Exercise objective:
Return each entry word for word and skip its pictures.
===== Dataset entries
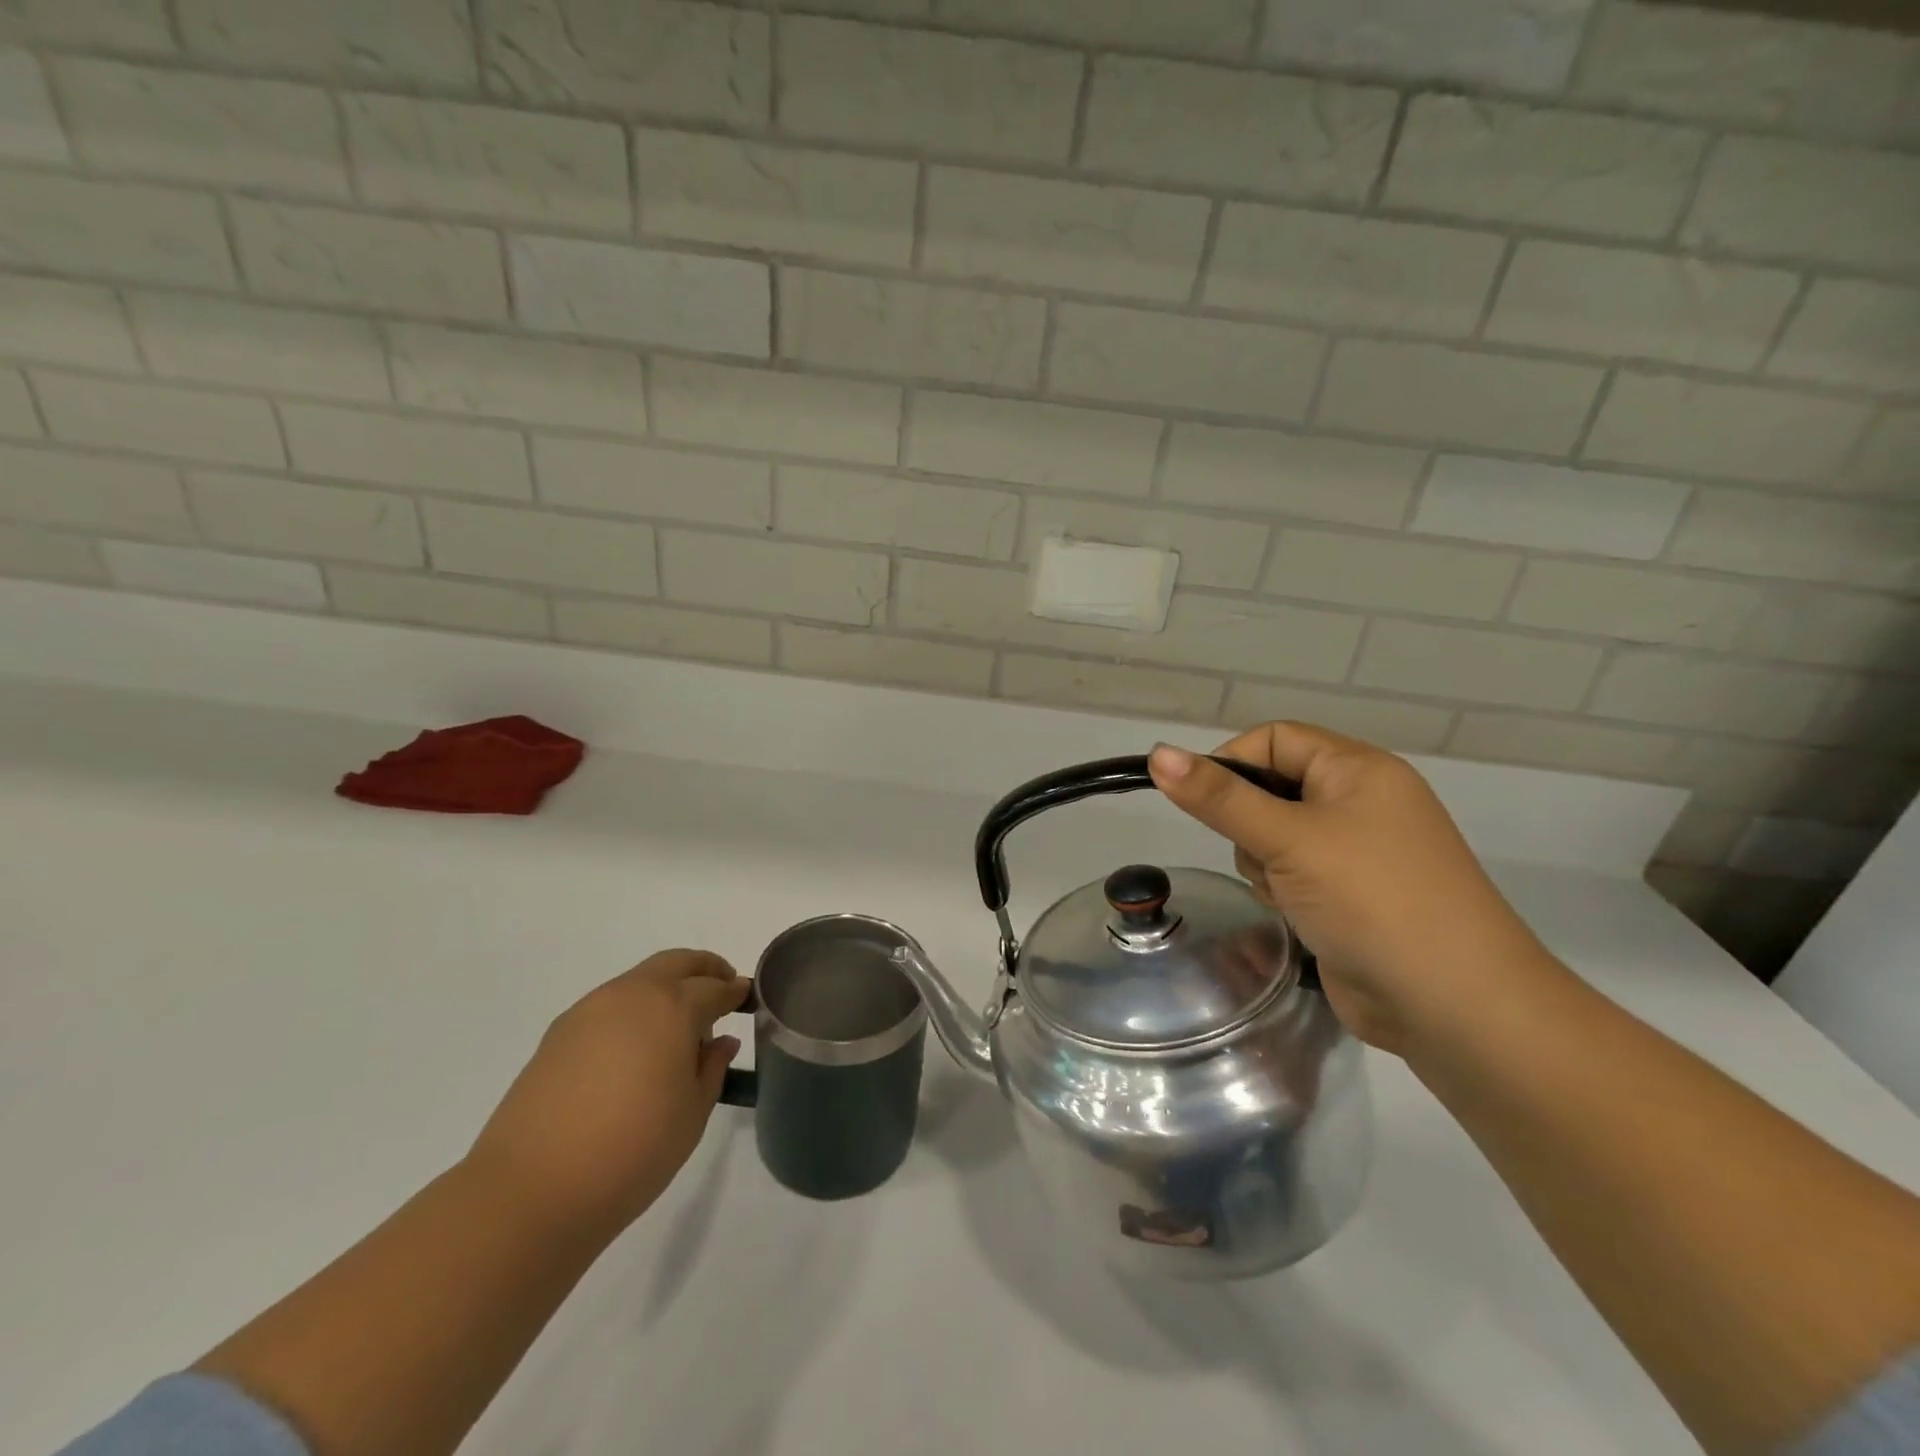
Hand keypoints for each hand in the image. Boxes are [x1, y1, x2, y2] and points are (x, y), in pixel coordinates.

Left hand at [466, 950, 749, 1236]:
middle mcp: (631, 996)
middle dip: (705, 969)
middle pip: (676, 963)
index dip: (735, 991)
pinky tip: (636, 1047)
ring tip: (678, 1026)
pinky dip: (634, 1009)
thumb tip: (720, 1041)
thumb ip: (711, 1068)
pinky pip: (609, 1004)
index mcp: (672, 1008)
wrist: (530, 1192)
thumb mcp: (692, 1114)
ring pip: (639, 980)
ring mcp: (589, 1011)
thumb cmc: (632, 1152)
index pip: (714, 987)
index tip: (748, 998)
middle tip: (721, 990)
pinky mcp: (558, 1035)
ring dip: (667, 988)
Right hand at [1149, 724, 1549, 1054]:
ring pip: (1274, 835)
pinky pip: (1293, 872)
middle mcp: (1360, 801)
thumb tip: (1158, 753)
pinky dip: (1284, 890)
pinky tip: (1300, 916)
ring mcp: (1358, 851)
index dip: (1233, 762)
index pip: (1275, 738)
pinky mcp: (1350, 895)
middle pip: (1271, 788)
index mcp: (1358, 770)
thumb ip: (1219, 797)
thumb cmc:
==========
Answer to this task:
Hand keypoints for each hand in the image. Boxes are [x1, y1, x2, y2] and points are (x, y), in pixel coordinates.

Left hand at [466, 950, 749, 1236]:
middle mcp: (631, 996)
middle dip: (705, 969)
middle pip: (676, 963)
index dip: (735, 991)
pinky tip: (636, 1047)
ring tip: (678, 1026)
pinky dip: (634, 1009)
thumb tip: (720, 1041)
thumb ip: (711, 1068)
pinky pip: (609, 1004)
index mcp: (672, 1008)
wrist: (530, 1192)
thumb mcp: (692, 1114)
ring pip: (639, 980)
ring mcp: (589, 1011)
thumb cmc: (632, 1152)
index pip: (714, 987)
index tip: (748, 998)
middle tip: (721, 990)
pinky mcp: (558, 1035)
ring dip: (667, 988)
Right hand at [1149, 724, 1549, 1054]:
ring pip: (1274, 835)
pinky pip: (1293, 872)
middle mcp: (1360, 801)
thumb tip: (1158, 753)
pinky dip: (1284, 890)
pinky tip: (1300, 916)
ring mcp: (1358, 851)
index dip: (1233, 762)
index pip: (1275, 738)
pinky mcp: (1350, 895)
middle pip: (1271, 788)
index mcp: (1358, 770)
thumb ip: (1219, 797)
thumb cmc:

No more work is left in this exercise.